Ama serzenişimiz de hukuk mücadelemiz de sonuçsuz kaldı hep.
Bugün ise bu isimleri soran ve yorum isteyen gazetecilere "yorum yok" diyorum.
BUGÜN KONUŞMAYACAĞIM
Bu kişilerin Ergenekon, Balyoz, Odatv, KCK, Devrimci Karargah ve daha birçok soruşturma süreçlerinde yaşattıkları zulme şahitlik ettim.
Evet, 1 Temmuz 2008'den beri şahidim. Oradaydım, gördüm!
Ama bugün konuşmayacağım. Çünkü bu soruşturmalarda gerçekleştirdikleri hukuka aykırı uygulamalar sebebiyle gözaltına alınmadılar.
Geçmişte yaşatılan zulümden elbette hesap sorulmalı. Ama bu başka davalara payanda haline getirilmemeli.
Aksi halde hukukun başkalarının amaçları doğrultusunda eğilip bükülmesinde bizim de payımız olur.
Geçmişte Yılmazer, Atayün, Köse, Akyürek, Ekizoğlu tarafından yapılan hukuksuz uygulamaların, bugün Selam Tevhid Örgütü Soruşturması'nda onlara yapılmasına ise gönlüm razı olmaz.
Evet, razı olmaz.
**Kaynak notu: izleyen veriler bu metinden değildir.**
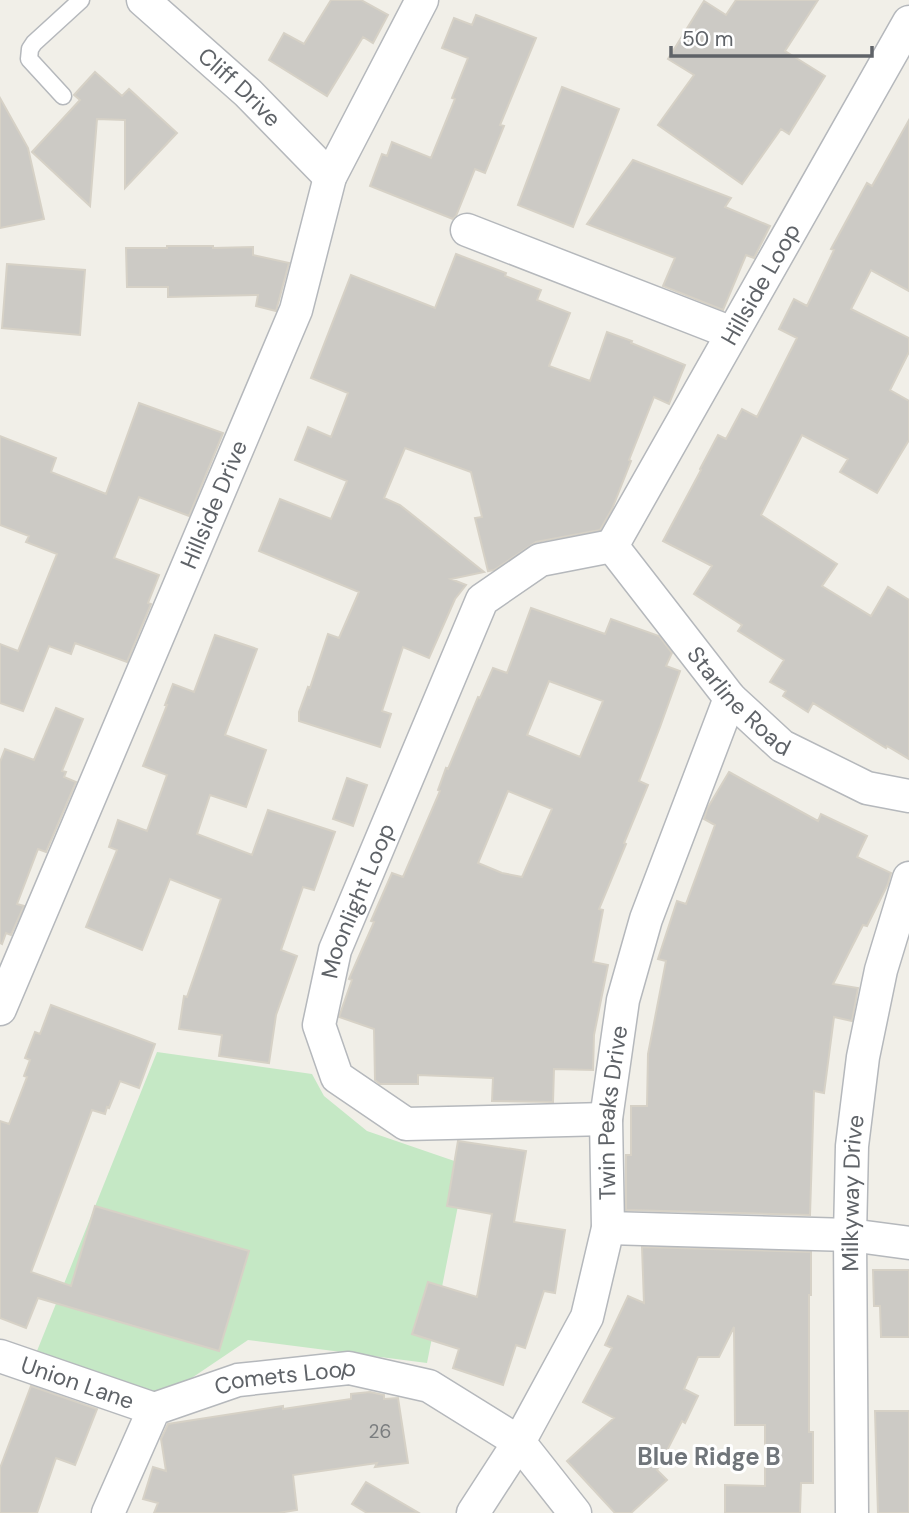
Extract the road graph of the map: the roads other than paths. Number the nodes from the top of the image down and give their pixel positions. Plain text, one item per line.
1 (81, 0) edge
2 (143, 0) edge
3 (422, 0) edge
4 (909, 22) edge
5 (63, 96) dead end
6 (330, 177) junction
7 (467, 230) dead end
8 (732, 333) junction
9 (612, 546) junction
10 (730, 698) junction
11 (909, 796) edge
12 (909, 878) edge
13 (0, 1009) edge
14 (606, 1119) junction
15 (608, 1228) junction
16 (850, 1235) junction
17 (909, 1243) edge
18 (0, 1356) edge
19 (154, 1409) junction
20 (519, 1442) junction
21 (108, 1513) edge
22 (473, 1513) edge
23 (575, 1513) edge
24 (852, 1513) edge

1 - 5 lane
2 - 6 street, Cliff Drive
3 - 6 street, Hillside Drive
4 - 8 street, Hillside Loop
6 - 13 street, Hillside Drive
7 - 8 street
8 - 9 street, Hillside Loop
9 - 10 street, Starline Road
9 - 14 street, Moonlight Loop
10 - 11 street, Starline Road
10 - 14 street, Twin Peaks Drive
12 - 16 street, Milkyway Drive
14 - 15 street, Twin Peaks Drive
15 - 16 street
15 - 20 street, Twin Peaks Drive
16 - 17 street
16 - 24 street, Milkyway Drive
18 - 19 street, Union Lane
19 - 20 street, Comets Loop
19 - 21 street
20 - 22 street, Twin Peaks Drive
20 - 23 street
Ne olursa olsun "adil" olarak yargılansınlar.
Silivri ve Beşiktaş Adliyelerinin koridorlarında bizlere yaşatılanları onlara reva görmem, göremem.
Ama yaşattıklarının hesabının sorulmasının takipçisi olmaya da devam ederim.
ÖZEL YETKİLİ MAHKEMELERİN HAKİM VE SAVCILARI HUKUKSUZLUĞUN PARÇASI OLDULAR
Asıl kızgınlığım ise onlara değil.
Aynı okullardan mezun olduğumuz kişilere.
Polisin yasadışı uygulamalarına göz yuman Hakim ve Savcılar, aldıkları eğitimi ve Hukukun Genel İlkelerini bir kenara bıraktılar.
Bugün göz altına alınan Emniyet Müdürleri önlerine ne getirdiyse imzaladılar ve bu hukuksuzun ortağı haline geldiler.
Hiçbir ayrım yapmıyorum.
İstanbul'daki Özel Yetkili Mahkemelerde görev alan Hakim ve Savcılar, birkaç istisna hariç, hukuksuzun parçası haline geldiler.
Kanunsuzluk karşısında direnmediler.
Silivri koridorlarında yankılanan "hukuk herkese bir gün lazım olacak" sözünün anlamını bugün daha iyi anladıklarını zannediyorum.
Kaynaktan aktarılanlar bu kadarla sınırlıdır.